Кузнец издали за нею наблюдал — «и правда умелая…» Работала она ловко и споро, он залюбовался даже. Ему хотелось вернуться, помочь, придержать тяжесть. Но понял он, что разозлит её только — хотела доказать, что сильная, пусть доказывает.

И двух часов не прошло, а Злата уже лапу медвежью на подворье внесла, на лавку бросила и к добыче своей вернулась. Радогор с кошкой переглянулись.

— Ну что, Мурка, надо думать, куда столько добра девать.

Кошка согласно мурлыкнула и в хлев спать ушла.

— Ясно, самому думать придётся.

А у края деревни уж половина девушек деревенских собрались — поглазеть. До Радогора донёсся недовольный шепоток:

«Где ж то видано, чтоб женщина по-мужски одевалась да охотой промышляла? Позорище!»

Злата и внимания не обратила, мимо прошла, будто и не было их. И что удивительно, видно было, что тяжело ей, что устала, а ни разу слабости не выказала, помощи не попросила — гордая.
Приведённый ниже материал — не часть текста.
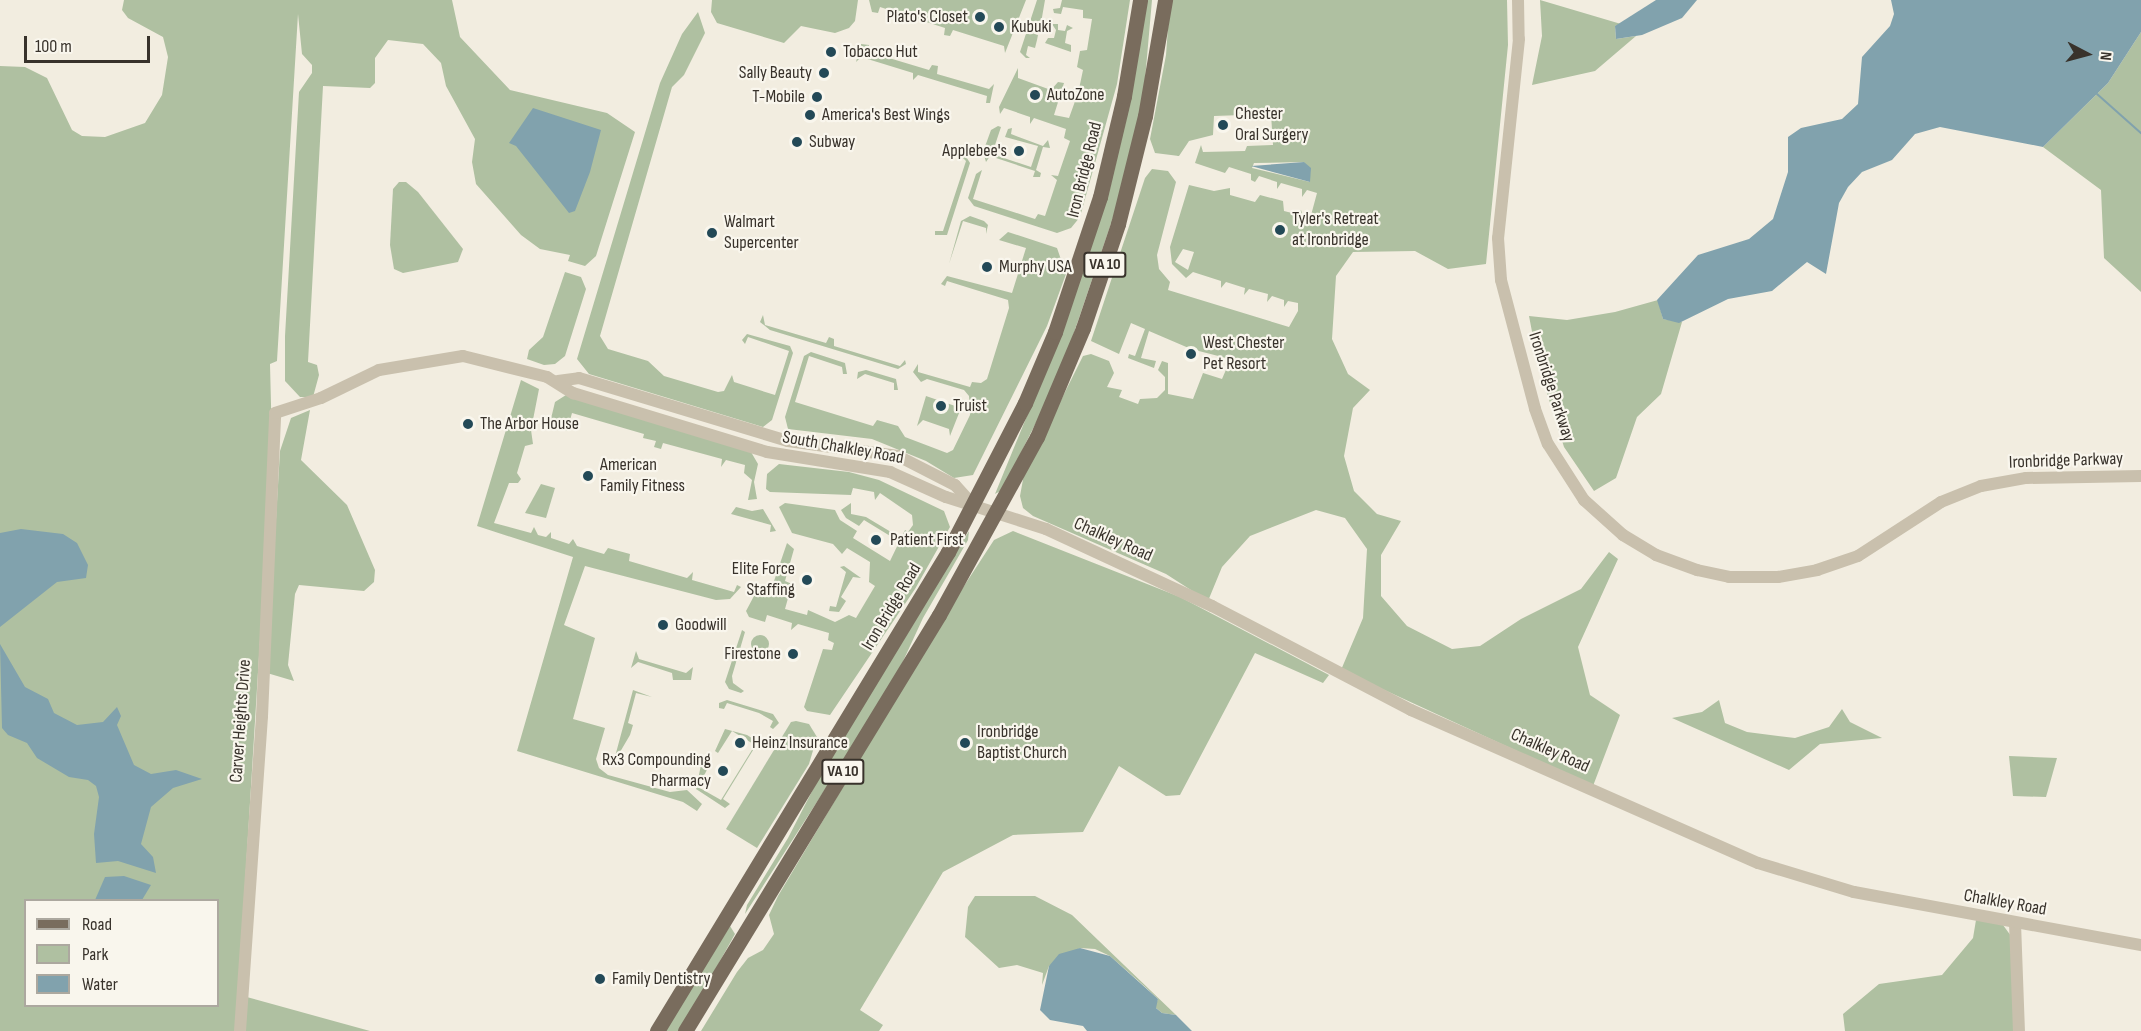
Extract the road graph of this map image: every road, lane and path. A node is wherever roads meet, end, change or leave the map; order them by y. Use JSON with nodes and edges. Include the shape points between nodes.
{"nodes":[{"id":1,"x":1140,"y":0,"type":"edge"},
{"id":2,"x":1165,"y":0,"type":"edge"},
{"id":3,"x":1518,"y":0,"type":"edge"},
{"id":4,"x":558,"y":381,"type":"junction"},
{"id":5,"x":275,"y":413,"type":"joint"},
{"id":6,"x":2141,"y":476,"type":"edge"},
{"id":7,"x":974,"y":506,"type":"junction"},
{"id":8,"x":997,"y":514,"type":"junction"},
{"id":9,"x":2015,"y":923,"type":"junction"},
{"id":10,"x":2141,"y":945,"type":"edge"},
{"id":11,"x":240,"y":1031,"type":"edge"},
{"id":12,"x":657,"y":1031,"type":"edge"},
{"id":13,"x":685,"y":1031,"type":"edge"},
{"id":14,"x":2019,"y":1031,"type":"edge"}],
"edges":[{"from":1,"to":7,"type":"main road","name":"Iron Bridge Road","number":"VA 10","via":[[1112,152],[1085,248],[1025,404]]},
{"from":2,"to":8,"type":"main road","number":"VA 10","via":[[1134,162],[1101,276],[1063,378]]},
{"from":3,"to":6,"type":"street","name":"Ironbridge Parkway","via":[[1519,39],[1498,238],[1501,280],[1548,444],[1573,486],[1616,530],[1656,555],[1697,570],[1729,577],[1778,577],[1817,570],[1858,556],[1941,501],[1981,486],[2026,478]]},
{"from":4,"to":5,"type":"street","name":"South Chalkley Road","via":[[483,359],[445,357],[379,370],[321,398]]},
{"from":4,"to":7,"type":"street","name":"South Chalkley Road","via":[[573,393],[767,452],[890,472]]},
{"from":4,"to":7,"type":"street","name":"South Chalkley Road","via":[[579,378],[788,441],[898,456],[956,485]]},
{"from":5,"to":11,"type":"street","name":"Carver Heights Drive","via":[[261,716]]},
{"from":7,"to":8,"type":"street","name":"Chalkley Road"},
{"from":7,"to":12,"type":"main road","name":"Iron Bridge Road","number":"VA 10"},
{"from":8,"to":9,"type":"street","name":"Chalkley Road","via":[[1084,546],[1212,606],[1411,710],[1758,863],[1840,888]]},
{"from":8,"to":13,"type":"main road","number":"VA 10"},
{"from":9,"to":10,"type":"street","name":"Chalkley Road"},
{"from":9,"to":14,"type":"street"}]}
Когда солнце почти скрылось за рекой, Златояра принесла на двор последний кусок мяса и вернулась на поляну, за шкурой. Свернула её аккуратно, на спину взвалила. Радогор взора от неё отвести не мог, будто впервые увидел. Он решил было, что успокоилась давно, смирилась — все эти шторки, обереги, цветы. Думал, сломалась, отринула себя. Теперь же она снова силой дышала, так и виделось ему, будто не рубаха простая на ней, а доспех кожаный, не шкура на плече, а топор боевой. Испарина на лбу, руки, кровью перемазанные и эта сталь в глазах… В тот миг она ему краше, чем когда-либо показалась — настоящая, без маски, что обычаем навязана. Такая, какой сердце велит быть.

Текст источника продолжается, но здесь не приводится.